***** ENTRIES SHOWN *****
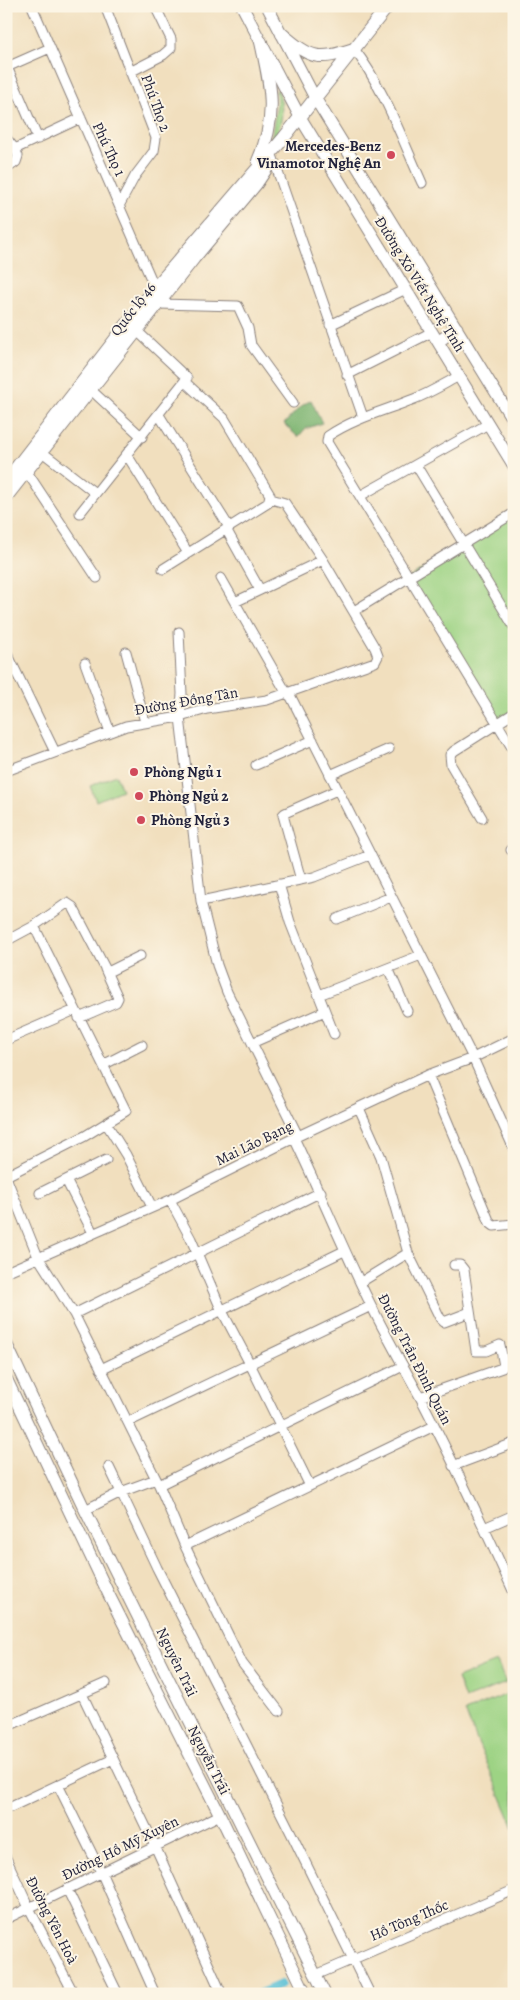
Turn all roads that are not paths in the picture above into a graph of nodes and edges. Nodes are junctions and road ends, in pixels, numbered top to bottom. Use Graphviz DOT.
graph roads {
  1 [pos="32,6"];
  2 [pos="105,6"];
  3 [pos="155,6"];
  4 [pos="242,6"];
  5 [pos="267,6"];
  6 [pos="388,6"];
  7 [pos="282,34"];
  8 [pos="261,42"];
  9 [pos="50,48"];
  10 [pos="354,49"];
  11 [pos="7,66"];
  12 [pos="130,72"];
  13 [pos="315,98"];
  14 [pos="300,117"];
  15 [pos="80,118"];
  16 [pos="6,138"];
  17 [pos="38,139"];
  18 [pos="282,140"];
  19 [pos="15,150"];
  20 [pos="273,158"];
  21 [pos="6,169"];
  22 [pos="249,177"];
  23 [pos="422,183"];
  24 [pos="120,204"];
  25 [pos="155,288"];
  26 [pos="406,289"];
  27 [pos="159,304"];
  28 [pos="330,324"];
  29 [pos="457,328"];
  30 [pos="137,331"];
  31 [pos="435,337"];
  32 [pos="347,375"];
  33 [pos="459,376"];
  34 [pos="185,382"];
  35 [pos="90,389"];
  36 [pos="293,403"];
  37 [pos="160,415"];
  38 [pos="363,417"];
  39 [pos="514,422"];
  40 [pos="488,424"];
  41 [pos="142,437"];
  42 [pos="38,450"];
  43 [pos="127,455"];
  44 [pos="416,465"];
  45 [pos="514,466"];
  46 [pos="27,472"];
  47 [pos="6,481"];
  48 [pos="95,493"];
  49 [pos="360,496"];
  50 [pos="6,497"];
  51 [pos="270,499"];
  52 [pos="80,513"];
  53 [pos="514,513"];
  54 [pos="227,528"];
  55 [pos="463,545"];
  56 [pos="188,553"];
  57 [pos="323,560"];
  58 [pos="163,569"];
  59 [pos="96,578"];
  60 [pos="221,578"];
  61 [pos="409,578"];
  62 [pos="260,590"];
  63 [pos="235,602"];
  64 [pos="354,611"];
  65 [pos="514,627"];
  66 [pos="179,632"];
  67 [pos="6,651"];
  68 [pos="126,652"];
  69 [pos="84,663"];
  70 [pos="287,694"];
  71 [pos="514,714"];
  72 [pos="180,717"];
  73 [pos="145,722"];
  74 [pos="497,723"];
  75 [pos="110,732"];
  76 [pos="313,740"];
  77 [pos="389,749"];
  78 [pos="514,751"];
  79 [pos="55,752"];
  80 [pos="256,765"];
  81 [pos="6,770"];
  82 [pos="330,775"];
  83 [pos="337,790"];
  84 [pos="482,818"];
  85 [pos="370,855"];
  86 [pos="301,880"];
  87 [pos="279,884"];
  88 [pos="391,897"];
  89 [pos="201,901"];
  90 [pos="337,920"];
  91 [pos="34,926"];
  92 [pos="6,941"];
  93 [pos="421,955"];
  94 [pos="140,956"];
  95 [pos="388,968"];
  96 [pos="105,969"];
  97 [pos="319,995"];
  98 [pos="325,1011"];
  99 [pos="407,1011"];
  100 [pos="77,1014"];
  101 [pos="334,1034"];
  102 [pos="514,1038"];
  103 [pos="6,1040"];
  104 [pos="252,1043"];
  105 [pos="142,1045"];
  106 [pos="473,1058"];
  107 [pos="103,1065"];
  108 [pos="428,1075"];
  109 [pos="358,1108"];
  110 [pos="106,1123"];
  111 [pos="296,1137"];
  112 [pos="514,1149"];
  113 [pos="106,1160"];
  114 [pos="6,1177"];
  115 [pos="66,1180"];
  116 [pos="321,1192"];
  117 [pos="40,1193"];
  118 [pos="170,1200"];
  119 [pos="152,1207"];
  120 [pos="514,1224"];
  121 [pos="92,1233"];
  122 [pos="344,1251"];
  123 [pos="408,1253"];
  124 [pos="197,1254"];
  125 [pos="38,1257"];
  126 [pos="454,1265"];
  127 [pos="6,1272"];
  128 [pos="361,1282"];
  129 [pos="371,1306"];
  130 [pos="221,1309"];
  131 [pos="470,1312"];
  132 [pos="74,1314"];
  133 [pos="6,1342"];
  134 [pos="250,1364"];
  135 [pos="403,1366"];
  136 [pos="101,1369"];
  137 [pos="6,1378"];
  138 [pos="420,1397"];
  139 [pos="128,1422"];
  140 [pos="281,1426"];
  141 [pos="434,1426"];
  142 [pos="514,1443"];
  143 [pos="453,1466"];
  144 [pos="109,1467"];
  145 [pos="157,1482"];
  146 [pos="310,1486"];
  147 [pos="121,1492"];
  148 [pos="85,1510"];
  149 [pos="514,1515"];
  150 [pos="484,1528"];
  151 [pos="185,1546"];
  152 [pos="514,1593"];
  153 [pos="106,1683"];
  154 [pos="82,1694"];
  155 [pos="279,1711"];
  156 [pos="6,1727"];
  157 [pos="113,1759"];
  158 [pos="58,1785"];
  159 [pos="11,1807"];
  160 [pos="220,1815"];
  161 [pos="156,1846"];
  162 [pos="6,1858"];
  163 [pos="101,1872"];
  164 [pos="68,1889"];
  165 [pos="514,1890"];
  166 [pos="29,1908"];
  167 [pos="6,1919"];
  168 [pos="354,1958"];
  169 [pos="316,1975"];
  170 [pos="299,1982"];
  171 [pos="74,1994"];
  172 [pos="118,1994"];
  173 [pos="155,1994"];
  174 [pos="214,1994"];
  175 [pos="306,1994"];
  176 [pos="325,1994"];
  177 [pos="370,1994"];
  1 -- 9 [label="street, Phú Thọ 1"];
  2 -- 12 [label="street, Phú Thọ 2"];
  3 -- 12 [label="street"];
  4 -- 8 [label="main road, Đường Xô Viết Nghệ Tĩnh"];
  5 -- 7 [label="main road, Đường Xô Viết Nghệ Tĩnh"];
  6 -- 10 [label="highway, Quốc lộ 46"];
  7 -- 10 [label="highway"];
  7 -- 13 [label="main road, Đường Xô Viết Nghệ Tĩnh"];
  8 -- 14 [label="main road, Đường Xô Viết Nghệ Tĩnh"];
  8 -- 22 [label="highway"];
  9 -- 11 [label="street"];
  9 -- 15 [label="street, Phú Thọ 1"];
  10 -- 13 [label="highway, Quốc lộ 46"];
  10 -- 23 [label="street"];
  11 -- 17 [label="street"];
  12 -- 24 [label="street, Phú Thọ 2"];
  13 -- 14 [label="highway, Quốc lộ 46"];
  13 -- 29 [label="main road, Đường Xô Viết Nghệ Tĩnh"];
  14 -- 18 [label="highway, Quốc lộ 46"];
  14 -- 26 [label="main road, Đường Xô Viết Nghệ Tĩnh"];
  15 -- 17 [label="street"];
  15 -- 24 [label="street, Phú Thọ 1"];
  16 -- 19 [label="street"];
  17 -- 19 [label="street"];
  18 -- 20 [label="highway, Quốc lộ 46"];
  18 -- 22 [label="highway, Quốc lộ 46"];
  19 -- 21 [label="street"];
  20 -- 27 [label="highway, Quốc lộ 46"];
  20 -- 28 [label="street"];
  22 -- 25 [label="highway, Quốc lộ 46"];
  24 -- 25 [label="street, Phú Thọ 1"];
  25 -- 27 [label="street, Phú Thọ 1"];
  25 -- 42 [label="highway, Quốc lộ 46"];
  26 -- 28 [label="street"];
  26 -- 31 [label="main road, Đường Xô Viết Nghệ Tĩnh"];
  27 -- 30 [label="highway, Quốc lộ 46"];
  27 -- 36 [label="street"];
  28 -- 32 [label="street"];
  29 -- 31 [label="main road"];
  29 -- 39 [label="main road, Đường Xô Viết Nghệ Tĩnh"];
  30 -- 34 [label="street"];
  30 -- 35 [label="highway, Quốc lộ 46"];
  31 -- 32 [label="street"];
  31 -- 33 [label="main road, Đường Xô Viết Nghệ Tĩnh"];
  32 -- 38 [label="street"];
  33 -- 38 [label="street"];
  33 -- 40 [label="main road, Đường Xô Viết Nghệ Tĩnh"];
  34 -- 37 [label="street"];
  34 -- 51 [label="street"];
  35 -- 41 [label="street"];
  35 -- 42 [label="highway, Quốc lộ 46"];
  37 -- 41 [label="street"];
  37 -- 54 [label="street"];
  38 -- 49 [label="street"];
  40 -- 44 [label="street"];
  40 -- 45 [label="main road, Đường Xô Viết Nghệ Tĩnh"];
  41 -- 43 [label="street"];
  42 -- 46 [label="highway, Quốc lộ 46"];
  42 -- 47 [label="highway, Quốc lộ 46"];
  42 -- 48 [label="street"];
  43 -- 48 [label="street"];
  43 -- 56 [label="street"];
  44 -- 49 [label="street"];
  44 -- 55 [label="street"];
  46 -- 50 [label="highway, Quốc lộ 46"];
  46 -- 59 [label="street"];
  48 -- 52 [label="street"];
  49 -- 61 [label="street"];
  51 -- 54 [label="street"];
  51 -- 57 [label="street"];
  53 -- 55 [label="street"];
  54 -- 56 [label="street"];
  54 -- 62 [label="street"];
  55 -- 61 [label="street"];
  55 -- 65 [label="street"];
  56 -- 58 [label="street"];
  57 -- 62 [label="street"];
  57 -- 64 [label="street"];
  60 -- 63 [label="street"];
  61 -- 64 [label="street"];
  61 -- 74 [label="street"];
  62 -- 63 [label="street"];
  63 -- 70 [label="street"];
  64 -- 70 [label="street, Đường Đồng Tân"];
  66 -- 72 [label="street, Đường Trần Đình Quán"];
  67 -- 79 [label="street"];
  68 -- 73 [label="street"];
  69 -- 75 [label="street"];
  70 -- 72 [label="street, Đường Đồng Tân"];
  70 -- 76 [label="street"];
  71 -- 74 [label="street"];
  72 -- 73 [label="street, Đường Đồng Tân"];
  72 -- 89 [label="street, Đường Trần Đình Quán"];
  73 -- 75 [label="street, Đường Đồng Tân"];
  74 -- 78 [label="street"];
  74 -- 84 [label="street"];
  75 -- 79 [label="street, Đường Đồng Tân"];
  76 -- 80 [label="street"];
  76 -- 82 [label="street"];
  77 -- 82 [label="street"];
  79 -- 81 [label="street, Đường Đồng Tân"];
  82 -- 83 [label="street"];
  83 -- 85 [label="street"];
  83 -- 86 [label="street"];
  85 -- 86 [label="street"];
  85 -- 88 [label="street"];
  86 -- 87 [label="street"];
  87 -- 89 [label="street"];
  87 -- 97 [label="street"];
  88 -- 90 [label="street"];
  88 -- 93 [label="street"];
  89 -- 104 [label="street, Đường Trần Đình Quán"];
  91 -- 92 [label="street"];
  91 -- 96 [label="street"];
  91 -- 100 [label="street"];
  93 -- 95 [label="street"];
  93 -- 106 [label="street"];
  94 -- 96 [label="street"];
  95 -- 97 [label="street"];
  95 -- 99 [label="street"];
  96 -- 100 [label="street"];
  97 -- 98 [label="street"];
  98 -- 101 [label="street"];
  98 -- 104 [label="street"];
  100 -- 103 [label="street"];
  100 -- 107 [label="street"];
  102 -- 106 [label="street, Mai Lão Bạng"];
  104 -- 111 [label="street, Đường Trần Đình Quán"];
  105 -- 107 [label="street"];
  106 -- 108 [label="street, Mai Lão Bạng"];
  106 -- 112 [label="street"];
  107 -- 110 [label="street"];
  108 -- 109 [label="street, Mai Lão Bạng"];
  108 -- 120 [label="street"];
  109 -- 111 [label="street, Mai Lão Bạng"];
  109 -- 123 [label="street"];
  110 -- 114 [label="street"];
  110 -- 119 [label="street"];
  111 -- 116 [label="street, Đường Trần Đình Quán"];
  111 -- 118 [label="street, Mai Lão Bạng"];
  113 -- 115 [label="street"];
  114 -- 125 [label="street"];
  115 -- 117 [label="street"];
  115 -- 121 [label="street"];
  116 -- 122 [label="street, Đường Trần Đình Quán"];
  116 -- 124 [label="street"];
  118 -- 119 [label="street, Mai Lão Bạng"];
  118 -- 124 [label="street"];
  119 -- 121 [label="street, Mai Lão Bạng"];
  121 -- 125 [label="street, Mai Lão Bạng"];
  122 -- 128 [label="street, Đường Trần Đình Quán"];
  122 -- 130 [label="street"];
  123 -- 128 [label="street"];
  123 -- 131 [label="street"];
  124 -- 130 [label="street"];
  124 -- 132 [label="street"];
  125 -- 127 [label="street, Mai Lão Bạng"];
  125 -- 132 [label="street"];
  126 -- 131 [label="street"];
  128 -- 129 [label="street, Đường Trần Đình Quán"];
  129 -- 134 [label="street"];
  129 -- 135 [label="street, Đường Trần Đình Quán"];
  130 -- 134 [label="street"];
  130 -- 136 [label="street"];
  131 -- 138 [label="street"];
  132 -- 136 [label="street"];
  133 -- 148 [label="main road, Nguyên Trãi"];
  134 -- 139 [label="street"];
  134 -- 140 [label="street"];
  135 -- 138 [label="street, Đường Trần Đình Quán"];
  135 -- 140 [label="street"];
  136 -- 139 [label="street"];
  137 -- 160 [label="main road, Nguyễn Trãi"];
  138 -- 141 [label="street, Đường Trần Đình Quán"];
  139 -- 145 [label="street"];
  140 -- 145 [label="street"];
  140 -- 146 [label="street"];
  141 -- 143 [label="street, Đường Trần Đình Quán"];
  141 -- 146 [label="street"];
  142 -- 143 [label="street"];
  143 -- 150 [label="street, Đường Trần Đình Quán"];
  144 -- 147 [label="street"];
  145 -- 147 [label="street"];
  145 -- 151 [label="street"];
  146 -- 151 [label="street"];
  147 -- 148 [label="street"];
  147 -- 168 [label="street"];
  148 -- 169 [label="main road, Nguyên Trãi"];
  149 -- 150 [label="street"];
  150 -- 152 [label="street, Đường Trần Đình Quán"];
  151 -- 155 [label="street"];
  153 -- 154 [label="street"];
  154 -- 156 [label="street"];
  154 -- 157 [label="street"];
  157 -- 158 [label="street"];
  157 -- 161 [label="street"];
  158 -- 159 [label="street"];
  158 -- 163 [label="street"];
  160 -- 161 [label="street, Đường Hồ Mỹ Xuyên"];
  160 -- 170 [label="main road, Nguyễn Trãi"];
  161 -- 163 [label="street, Đường Hồ Mỹ Xuyên"];
  161 -- 174 [label="street"];
  162 -- 166 [label="street, Đường Yên Hoà"];
  163 -- 164 [label="street, Đường Hồ Mỹ Xuyên"];
  163 -- 173 [label="street"];
  164 -- 166 [label="street, Đường Hồ Mỹ Xuyên"];
  164 -- 172 [label="street"];
  165 -- 168 [label="street, Hồ Tông Thốc"];
  166 -- 167 [label="street, Đường Hồ Mỹ Xuyên"];
  166 -- 171 [label="street, Đường Yên Hoà"];
  168 -- 169 [label="street, Hồ Tông Thốc"];
  168 -- 177 [label="street"];
  169 -- 170 [label="main road"];
  169 -- 176 [label="main road, Nguyên Trãi"];
  170 -- 175 [label="main road, Nguyễn Trãi"];
}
*****
> WHAT YOU ARE ASKED TO DO:
Which lines of the material above hold the string "Tông"? Pull them out.

> PROBLEM SOLUTION:
  165 -- 168 [label="street, Hồ Tông Thốc"];
  168 -- 169 [label="street, Hồ Tông Thốc"];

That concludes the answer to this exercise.